Research and development expenses increased by $515 during the three months
ended March 31, 1999.

Interest expense (income) was $(3,507) at March 31, 1999 and was $1,597 at March
31, 1998. Interest expense (income) decreased by $5,104 for the three months
ended March 31, 1999 as compared to the three months ended March 31, 1998,
primarily due to the Company having interest bearing debt during the first
quarter of fiscal 1998 and did not have any during the first quarter of 1999.

2. LIQUIDITY AND CAPITAL RESOURCES

The Company's primary need for capital has been to purchase raw materials,
upgrade machinery and continue to develop and enhance patents and trademarks.

The Company's working capital as of March 31, 1999 was $724,925 as compared to
working capital of $430,546 at December 31, 1998. The increase is primarily due
to the cash infusion of $615,000 which resulted from the exercise of 4,100,000
warrants during the first three months of fiscal 1999.

The net receivables were $126,814 at March 31, 1999 compared to $96,852 at
December 31, 1998. The net increase of $29,962 is due to additional receivables
recorded for sales during the three months ended March 31, 1999 partially
offset by payments on receivables at December 31, 1998.

Inventories at March 31, 1999 were $586,113 and $408,643 at December 31, 1998.
The increase of $177,470 or 43% is due to an increase in raw materials
purchased during the three months ended March 31, 1999 for upcoming production
orders.

Advances and prepaids were $24,868 at March 31, 1999 compared to $75,134 at
December 31, 1998. The decrease is due to a prepayment made in 1998 for
materials of $57,892. The prepayment was partially offset by normal recurring
advance and prepaid transactions for a net decrease of $50,266 at March 31,
1999.

Inventory is evaluated by reviewing on hand materials and related quantities
and confirming that the market for the respective materials is continually
present. The Company analyzes all inventory items for slow movement and repair
and fully reserves items that do not move for at least three months.
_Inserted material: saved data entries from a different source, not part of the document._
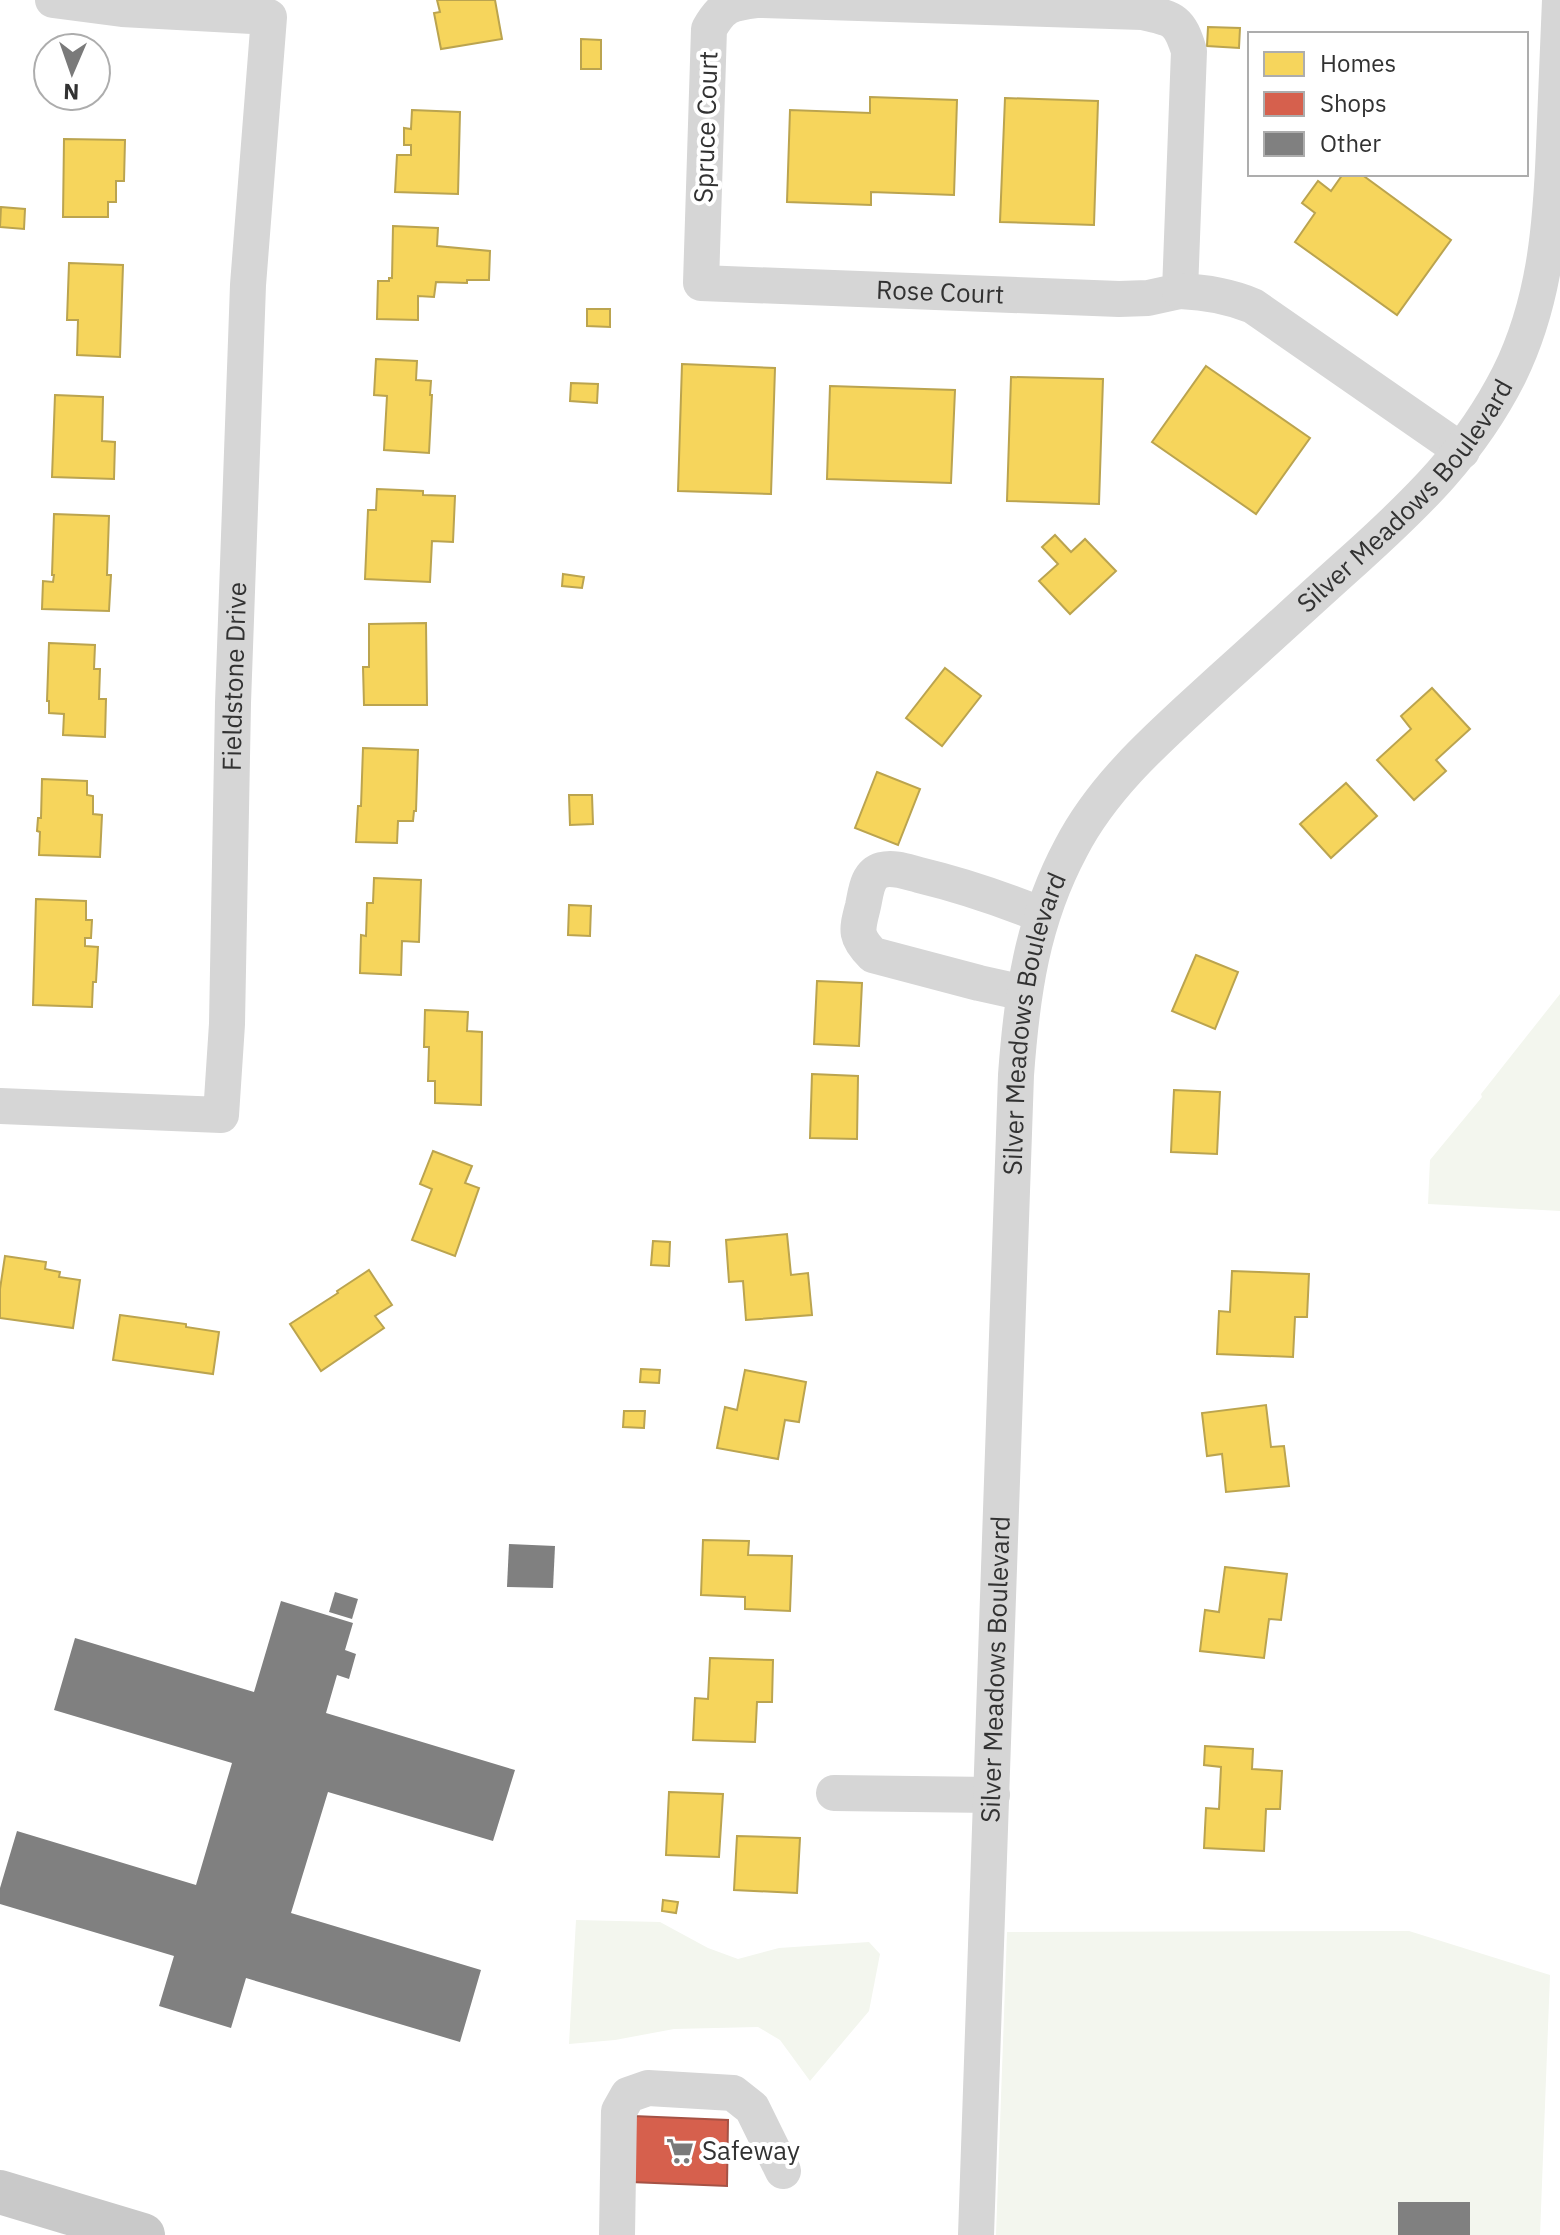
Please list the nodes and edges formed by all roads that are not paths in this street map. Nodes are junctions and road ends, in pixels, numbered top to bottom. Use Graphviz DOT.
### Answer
graph roads {
  1 [pos="53,0"];
  2 [pos="758,0"];
  3 [pos="1560,0"];
  4 [pos="1558,114"];
  5 [pos="701,283"];
  6 [pos="1180,291"];
  7 [pos="1462,451"];
  8 [pos="1042,915"];
  9 [pos="1024,993"];
  10 [pos="0,1106"];
  11 [pos="834,1793"];
  12 [pos="992,1795"];
  13 [pos="783,2171"];
  14 [pos="0,2192"];
  15 [pos="143,2235"];
  16 [pos="617,2235"];
  17 [pos="976,2235"];
  1 -- 10 [label="street, Fieldstone Drive"];
  2 -- 5 [label="street, Spruce Court"];
  2 -- 6 [label="street, Spruce Court"];
  3 -- 4 [label="street, Silver Meadows Boulevard"];
  4 -- 7 [label="street, Silver Meadows Boulevard"];
  5 -- 6 [label="street, Rose Court"];
  6 -- 7 [label="street, Rose Court"];
  7 -- 8 [label="street, Silver Meadows Boulevard"];
  8 -- 9 [label="street, Silver Meadows Boulevard"];
  8 -- 9 [label="street"];
  9 -- 12 [label="street, Silver Meadows Boulevard"];
  11 -- 12 [label="street"];
  12 -- 17 [label="street, Silver Meadows Boulevard"];
  13 -- 16 [label="street"];
  14 -- 15 [label="main road"];
}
The days in inventory ratio increased by 36% from 182 at December 31, 1998 to
245 at March 31, 1999. This is due to the increase in raw materials inventory
that was purchased for production orders for second quarter shipments. The
inventory turnover at December 31, 1998 was 2.01 compared with 1.48 at March
31, 1999.


The Company recognized a 7% gross profit during the three months ended March 31,
1999 compared to 42% gross profit during the three months ended March 31, 1998.
The Company has estimated that sales of $3,500,000 would be required to cover
operating costs and to achieve a gross margin of 40%. The Company will continue
to operate at low margins until sales increase substantially. In addition, as
sales increase, additional working capital is required to fund inventory and
work in process. As a result of these factors, the Company has an ongoing and
urgent need for infusion of additional working capital. This need was met in
fiscal 1998 by selling additional shares of the Company's Common Stock,
primarily offshore to overseas investors.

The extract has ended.